SEOUL - The efforts of Hyundai Group founder Chung Ju-Yung to open trade ties with North Korea are rekindling speculation about an auto plant in the reclusive communist nation.
North Korea recently accepted a gift of 20 Hyundai cars from the octogenarian Chung, the first South Korean-made automobiles ever to be admitted into North Korea, along with 501 head of cattle.
The cattle were driven Old West style across the demilitarized zone that marks the North-South border.
The fleet of gift cars includes five Dynasty luxury models that Hyundai hopes will be used by North Korean President and 'Dear Leader' Kim Jong-Il.

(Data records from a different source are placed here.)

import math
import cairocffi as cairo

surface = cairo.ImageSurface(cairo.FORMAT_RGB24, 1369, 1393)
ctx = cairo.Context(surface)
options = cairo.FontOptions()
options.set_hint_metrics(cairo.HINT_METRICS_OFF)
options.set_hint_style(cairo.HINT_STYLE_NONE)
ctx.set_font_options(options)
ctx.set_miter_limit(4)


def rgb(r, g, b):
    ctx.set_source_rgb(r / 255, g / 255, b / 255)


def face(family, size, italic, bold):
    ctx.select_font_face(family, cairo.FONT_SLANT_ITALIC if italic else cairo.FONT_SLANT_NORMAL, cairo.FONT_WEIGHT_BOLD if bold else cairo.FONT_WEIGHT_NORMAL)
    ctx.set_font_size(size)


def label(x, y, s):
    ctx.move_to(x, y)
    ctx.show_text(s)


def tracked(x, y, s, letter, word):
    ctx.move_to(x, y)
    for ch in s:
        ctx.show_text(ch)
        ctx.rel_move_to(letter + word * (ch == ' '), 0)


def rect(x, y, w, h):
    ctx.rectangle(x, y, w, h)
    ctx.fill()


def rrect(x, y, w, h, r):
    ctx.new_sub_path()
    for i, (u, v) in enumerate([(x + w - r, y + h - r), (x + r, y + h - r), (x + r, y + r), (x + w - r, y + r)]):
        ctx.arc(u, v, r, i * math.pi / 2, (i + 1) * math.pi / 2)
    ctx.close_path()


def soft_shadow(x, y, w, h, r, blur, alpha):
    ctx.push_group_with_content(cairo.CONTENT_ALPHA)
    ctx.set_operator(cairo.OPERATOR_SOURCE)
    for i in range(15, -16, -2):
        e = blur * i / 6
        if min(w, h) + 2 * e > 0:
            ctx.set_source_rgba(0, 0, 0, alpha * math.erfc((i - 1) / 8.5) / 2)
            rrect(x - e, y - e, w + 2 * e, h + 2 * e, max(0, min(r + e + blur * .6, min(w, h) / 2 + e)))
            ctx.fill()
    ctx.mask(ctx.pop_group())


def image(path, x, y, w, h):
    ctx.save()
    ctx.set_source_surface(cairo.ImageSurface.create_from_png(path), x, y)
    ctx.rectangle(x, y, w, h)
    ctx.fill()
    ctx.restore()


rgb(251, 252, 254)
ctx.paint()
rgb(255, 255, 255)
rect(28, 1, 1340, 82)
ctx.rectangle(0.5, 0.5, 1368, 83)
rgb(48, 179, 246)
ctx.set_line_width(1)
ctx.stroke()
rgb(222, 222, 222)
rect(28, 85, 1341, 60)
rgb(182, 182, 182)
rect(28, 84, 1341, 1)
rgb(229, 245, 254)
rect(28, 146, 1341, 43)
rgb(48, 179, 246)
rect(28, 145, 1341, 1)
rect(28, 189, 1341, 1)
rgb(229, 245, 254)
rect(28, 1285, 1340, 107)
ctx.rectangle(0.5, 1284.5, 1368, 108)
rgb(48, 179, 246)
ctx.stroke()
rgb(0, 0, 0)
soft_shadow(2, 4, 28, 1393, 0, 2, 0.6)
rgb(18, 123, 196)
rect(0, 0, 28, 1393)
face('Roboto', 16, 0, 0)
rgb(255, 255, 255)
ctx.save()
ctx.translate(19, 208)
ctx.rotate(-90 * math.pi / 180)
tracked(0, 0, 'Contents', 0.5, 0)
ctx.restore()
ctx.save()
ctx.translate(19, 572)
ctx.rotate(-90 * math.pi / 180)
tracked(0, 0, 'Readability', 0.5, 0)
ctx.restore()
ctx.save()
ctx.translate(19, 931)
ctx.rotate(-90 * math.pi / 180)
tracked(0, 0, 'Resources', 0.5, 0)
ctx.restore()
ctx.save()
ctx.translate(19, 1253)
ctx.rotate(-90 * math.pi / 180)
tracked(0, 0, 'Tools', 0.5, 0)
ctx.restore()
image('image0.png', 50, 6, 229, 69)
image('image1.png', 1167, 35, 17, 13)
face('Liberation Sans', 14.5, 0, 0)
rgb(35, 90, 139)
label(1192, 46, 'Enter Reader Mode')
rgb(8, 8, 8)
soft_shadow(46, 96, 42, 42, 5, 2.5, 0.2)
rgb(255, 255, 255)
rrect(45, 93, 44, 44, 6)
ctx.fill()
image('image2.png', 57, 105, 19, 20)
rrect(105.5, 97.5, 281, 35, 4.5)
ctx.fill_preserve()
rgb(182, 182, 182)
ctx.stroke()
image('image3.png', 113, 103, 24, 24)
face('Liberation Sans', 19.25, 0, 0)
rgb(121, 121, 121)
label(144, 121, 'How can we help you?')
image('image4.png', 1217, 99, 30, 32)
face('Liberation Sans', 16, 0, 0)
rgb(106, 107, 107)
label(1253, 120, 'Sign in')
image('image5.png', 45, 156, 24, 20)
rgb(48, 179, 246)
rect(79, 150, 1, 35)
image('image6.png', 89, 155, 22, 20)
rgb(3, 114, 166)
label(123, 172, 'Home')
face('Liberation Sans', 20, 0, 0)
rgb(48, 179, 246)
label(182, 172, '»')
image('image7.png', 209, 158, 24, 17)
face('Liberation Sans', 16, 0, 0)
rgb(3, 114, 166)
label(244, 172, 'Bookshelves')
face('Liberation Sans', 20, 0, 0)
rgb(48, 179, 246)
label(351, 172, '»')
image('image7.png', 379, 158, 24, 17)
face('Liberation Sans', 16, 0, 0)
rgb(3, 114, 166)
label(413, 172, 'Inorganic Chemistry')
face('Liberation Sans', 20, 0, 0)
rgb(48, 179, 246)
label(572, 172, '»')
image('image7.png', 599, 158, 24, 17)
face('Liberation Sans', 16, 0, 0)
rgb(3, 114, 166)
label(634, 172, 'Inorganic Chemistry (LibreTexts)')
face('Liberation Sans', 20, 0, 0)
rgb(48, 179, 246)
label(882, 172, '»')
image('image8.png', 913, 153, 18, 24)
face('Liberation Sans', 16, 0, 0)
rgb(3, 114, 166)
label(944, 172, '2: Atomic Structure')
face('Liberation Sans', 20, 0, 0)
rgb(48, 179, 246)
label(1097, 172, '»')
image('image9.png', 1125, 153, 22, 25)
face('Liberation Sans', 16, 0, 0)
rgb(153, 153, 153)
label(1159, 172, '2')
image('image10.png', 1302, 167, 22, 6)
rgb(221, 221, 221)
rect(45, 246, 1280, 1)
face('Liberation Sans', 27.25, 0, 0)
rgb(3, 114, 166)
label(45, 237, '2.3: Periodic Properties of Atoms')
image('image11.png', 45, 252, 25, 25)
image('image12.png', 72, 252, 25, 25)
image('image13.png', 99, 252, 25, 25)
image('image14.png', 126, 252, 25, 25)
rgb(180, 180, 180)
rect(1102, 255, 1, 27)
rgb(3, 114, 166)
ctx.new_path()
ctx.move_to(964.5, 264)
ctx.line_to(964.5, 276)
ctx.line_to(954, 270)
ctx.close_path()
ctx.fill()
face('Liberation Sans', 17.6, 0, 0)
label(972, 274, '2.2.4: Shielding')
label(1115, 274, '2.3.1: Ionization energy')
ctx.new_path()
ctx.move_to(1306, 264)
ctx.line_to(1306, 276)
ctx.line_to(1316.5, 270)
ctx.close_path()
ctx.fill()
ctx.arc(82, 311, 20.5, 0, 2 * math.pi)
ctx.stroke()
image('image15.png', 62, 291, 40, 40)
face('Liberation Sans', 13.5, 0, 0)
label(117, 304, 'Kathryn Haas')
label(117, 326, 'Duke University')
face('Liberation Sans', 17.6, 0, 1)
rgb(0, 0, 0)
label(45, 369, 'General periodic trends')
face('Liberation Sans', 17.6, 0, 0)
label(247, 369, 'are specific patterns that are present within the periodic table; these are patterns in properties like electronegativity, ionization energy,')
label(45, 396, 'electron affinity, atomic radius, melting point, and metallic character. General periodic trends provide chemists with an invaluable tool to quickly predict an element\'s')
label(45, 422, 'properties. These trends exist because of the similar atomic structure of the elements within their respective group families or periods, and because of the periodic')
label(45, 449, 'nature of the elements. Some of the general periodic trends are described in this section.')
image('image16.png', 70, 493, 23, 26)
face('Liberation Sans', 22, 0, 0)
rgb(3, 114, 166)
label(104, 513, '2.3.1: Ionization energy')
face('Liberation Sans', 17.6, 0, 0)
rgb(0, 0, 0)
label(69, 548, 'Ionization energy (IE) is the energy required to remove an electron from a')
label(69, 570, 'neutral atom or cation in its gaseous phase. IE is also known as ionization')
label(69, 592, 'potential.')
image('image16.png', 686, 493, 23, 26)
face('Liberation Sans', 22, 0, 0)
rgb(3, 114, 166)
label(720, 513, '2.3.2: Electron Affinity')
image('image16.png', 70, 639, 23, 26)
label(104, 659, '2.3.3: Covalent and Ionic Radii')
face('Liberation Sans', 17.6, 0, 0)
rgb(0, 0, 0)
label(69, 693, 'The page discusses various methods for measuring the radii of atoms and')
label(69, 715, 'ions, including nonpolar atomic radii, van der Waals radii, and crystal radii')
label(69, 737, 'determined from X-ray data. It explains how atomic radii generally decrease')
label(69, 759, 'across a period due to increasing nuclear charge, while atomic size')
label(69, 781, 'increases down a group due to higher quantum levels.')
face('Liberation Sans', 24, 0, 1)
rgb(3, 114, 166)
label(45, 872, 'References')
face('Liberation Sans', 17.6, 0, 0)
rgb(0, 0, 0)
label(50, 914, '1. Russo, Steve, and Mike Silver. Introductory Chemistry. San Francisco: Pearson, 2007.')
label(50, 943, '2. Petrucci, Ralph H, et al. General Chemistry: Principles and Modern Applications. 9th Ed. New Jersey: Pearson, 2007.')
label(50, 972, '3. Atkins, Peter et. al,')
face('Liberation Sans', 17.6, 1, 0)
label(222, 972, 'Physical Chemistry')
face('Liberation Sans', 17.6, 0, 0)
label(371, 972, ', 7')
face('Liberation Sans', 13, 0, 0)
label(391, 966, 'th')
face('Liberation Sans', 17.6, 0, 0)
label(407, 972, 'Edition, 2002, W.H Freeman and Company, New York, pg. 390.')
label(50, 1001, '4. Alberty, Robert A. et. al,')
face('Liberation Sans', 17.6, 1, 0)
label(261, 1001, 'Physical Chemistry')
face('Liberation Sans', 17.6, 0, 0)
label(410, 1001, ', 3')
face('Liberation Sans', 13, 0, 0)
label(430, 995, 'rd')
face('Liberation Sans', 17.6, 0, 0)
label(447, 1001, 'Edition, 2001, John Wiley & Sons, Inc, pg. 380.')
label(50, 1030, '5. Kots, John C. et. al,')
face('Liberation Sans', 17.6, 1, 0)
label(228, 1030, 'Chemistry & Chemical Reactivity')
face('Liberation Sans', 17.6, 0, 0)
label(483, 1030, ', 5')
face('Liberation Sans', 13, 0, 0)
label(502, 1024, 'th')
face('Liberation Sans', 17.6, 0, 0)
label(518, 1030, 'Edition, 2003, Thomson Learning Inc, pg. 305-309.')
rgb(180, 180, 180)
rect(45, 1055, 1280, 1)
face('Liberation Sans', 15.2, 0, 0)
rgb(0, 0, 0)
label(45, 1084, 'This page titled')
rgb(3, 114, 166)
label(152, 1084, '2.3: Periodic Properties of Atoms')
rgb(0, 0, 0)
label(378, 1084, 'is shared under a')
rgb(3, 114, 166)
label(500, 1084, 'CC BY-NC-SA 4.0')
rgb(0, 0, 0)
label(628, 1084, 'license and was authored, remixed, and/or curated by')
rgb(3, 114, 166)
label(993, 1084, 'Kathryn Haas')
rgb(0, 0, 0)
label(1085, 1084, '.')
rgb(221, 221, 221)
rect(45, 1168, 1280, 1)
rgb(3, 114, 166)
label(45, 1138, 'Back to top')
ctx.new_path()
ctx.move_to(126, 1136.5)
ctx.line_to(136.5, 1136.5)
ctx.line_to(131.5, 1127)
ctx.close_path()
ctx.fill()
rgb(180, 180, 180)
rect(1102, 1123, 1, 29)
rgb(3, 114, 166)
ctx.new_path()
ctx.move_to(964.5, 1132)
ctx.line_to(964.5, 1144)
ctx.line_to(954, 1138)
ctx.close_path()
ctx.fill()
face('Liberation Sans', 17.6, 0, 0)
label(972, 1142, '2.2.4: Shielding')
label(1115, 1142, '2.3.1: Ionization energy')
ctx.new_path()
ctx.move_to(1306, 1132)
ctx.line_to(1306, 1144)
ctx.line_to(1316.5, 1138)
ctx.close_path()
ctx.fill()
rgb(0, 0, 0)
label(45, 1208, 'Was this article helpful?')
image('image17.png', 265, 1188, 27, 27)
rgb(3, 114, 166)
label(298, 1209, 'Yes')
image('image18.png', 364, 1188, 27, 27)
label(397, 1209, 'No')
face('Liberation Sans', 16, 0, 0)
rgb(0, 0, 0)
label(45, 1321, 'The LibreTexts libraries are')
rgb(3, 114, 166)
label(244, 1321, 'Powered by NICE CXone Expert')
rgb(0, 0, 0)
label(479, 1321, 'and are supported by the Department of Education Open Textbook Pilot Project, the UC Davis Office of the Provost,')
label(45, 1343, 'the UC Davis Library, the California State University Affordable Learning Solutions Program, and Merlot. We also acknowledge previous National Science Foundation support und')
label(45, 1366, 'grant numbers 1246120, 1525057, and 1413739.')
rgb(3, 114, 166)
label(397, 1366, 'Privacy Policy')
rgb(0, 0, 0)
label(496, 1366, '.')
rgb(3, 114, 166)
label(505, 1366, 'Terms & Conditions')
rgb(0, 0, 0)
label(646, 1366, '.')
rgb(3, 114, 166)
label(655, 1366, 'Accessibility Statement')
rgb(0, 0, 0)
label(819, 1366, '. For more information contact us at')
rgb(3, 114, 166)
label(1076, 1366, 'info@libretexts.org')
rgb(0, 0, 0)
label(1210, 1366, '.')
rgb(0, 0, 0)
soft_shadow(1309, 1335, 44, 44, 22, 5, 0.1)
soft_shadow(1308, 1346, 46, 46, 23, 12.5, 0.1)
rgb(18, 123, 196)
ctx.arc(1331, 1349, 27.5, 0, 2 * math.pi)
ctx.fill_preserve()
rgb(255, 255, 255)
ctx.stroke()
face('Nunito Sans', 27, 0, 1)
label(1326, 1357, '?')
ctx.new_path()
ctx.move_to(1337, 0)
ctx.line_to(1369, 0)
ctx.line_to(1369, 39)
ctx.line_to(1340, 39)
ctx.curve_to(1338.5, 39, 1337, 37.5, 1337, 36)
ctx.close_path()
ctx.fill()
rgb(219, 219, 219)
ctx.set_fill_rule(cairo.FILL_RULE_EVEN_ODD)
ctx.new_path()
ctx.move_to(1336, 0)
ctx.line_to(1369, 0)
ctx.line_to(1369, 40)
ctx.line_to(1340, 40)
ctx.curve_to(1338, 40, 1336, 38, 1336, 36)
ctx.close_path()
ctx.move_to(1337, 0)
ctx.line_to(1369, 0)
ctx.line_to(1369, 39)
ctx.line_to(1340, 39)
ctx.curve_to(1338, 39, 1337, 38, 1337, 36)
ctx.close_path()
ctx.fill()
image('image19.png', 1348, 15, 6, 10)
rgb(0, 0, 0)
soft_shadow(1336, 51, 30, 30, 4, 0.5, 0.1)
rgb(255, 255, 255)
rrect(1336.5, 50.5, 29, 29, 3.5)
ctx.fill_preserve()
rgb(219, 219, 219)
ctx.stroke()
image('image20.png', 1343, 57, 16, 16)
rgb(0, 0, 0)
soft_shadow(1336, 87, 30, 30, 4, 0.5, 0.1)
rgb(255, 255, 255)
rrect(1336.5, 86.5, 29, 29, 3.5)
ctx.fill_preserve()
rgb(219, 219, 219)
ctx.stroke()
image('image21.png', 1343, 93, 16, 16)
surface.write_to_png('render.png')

North Korea came under heavy international criticism recently for placing a $20 million order for 200 Mercedes-Benz S-class sedans and offering to pay a premium for fast delivery. The order sparked outrage because North Korea has been gripped by a famine for more than two years and has been accepting free international food aid to feed its people.
It is not known whether Mercedes accepted the order.
A Hyundai spokesman said the company is ready to supply more luxury cars if the North should request them.
Although no Hyundai Motor Co. executives are accompanying Chung on this trip, his younger brother, Hyundai Motor Honorary Chairman Chung Se-Yung, joined him on a visit to North Korea in September.
That visit sparked speculation that Hyundai has an offer on the table to invest in a North Korea car-assembly project. Hyundai spokesmen downplayed the reports, characterizing them as 'premature.'
Chung has made several trips to North Korea over the years on a personal crusade to expand ties between North and South.
His efforts have begun to pay off. Hyundai has been granted a contract to conduct tour services from South Korea to North Korea's Mount Kumkang, a scenic landmark.
The North is entertaining a bid from Hyundai to develop Mount Kumkang into an international resort destination.